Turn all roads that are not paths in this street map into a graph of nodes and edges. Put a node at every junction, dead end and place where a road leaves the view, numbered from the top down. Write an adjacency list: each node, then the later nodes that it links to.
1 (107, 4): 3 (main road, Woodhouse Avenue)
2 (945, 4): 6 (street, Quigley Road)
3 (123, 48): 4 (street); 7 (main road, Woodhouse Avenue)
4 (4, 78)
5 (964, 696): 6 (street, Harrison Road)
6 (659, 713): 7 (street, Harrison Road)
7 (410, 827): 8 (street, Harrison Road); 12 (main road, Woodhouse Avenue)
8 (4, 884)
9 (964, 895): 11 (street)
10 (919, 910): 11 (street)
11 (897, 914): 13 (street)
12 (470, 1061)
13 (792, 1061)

*Task requirements*
Repeat the entries word for word. Skip none of them.

*Reply*
Turn all roads that are not paths in this street map into a graph of nodes and edges. Put a node at every junction, dead end and place where a road leaves the view, numbered from the top down. Write an adjacency list: each node, then the later nodes that it links to.
1 (107, 4): 3 (main road, Woodhouse Avenue)
2 (945, 4): 6 (street, Quigley Road)
3 (123, 48): 4 (street); 7 (main road, Woodhouse Avenue)
4 (4, 78)
5 (964, 696): 6 (street, Harrison Road)
6 (659, 713): 7 (street, Harrison Road)
7 (410, 827): 8 (street, Harrison Road); 12 (main road, Woodhouse Avenue)
8 (4, 884)
9 (964, 895): 11 (street)
10 (919, 910): 11 (street)
11 (897, 914): 13 (street)
12 (470, 1061)
13 (792, 1061)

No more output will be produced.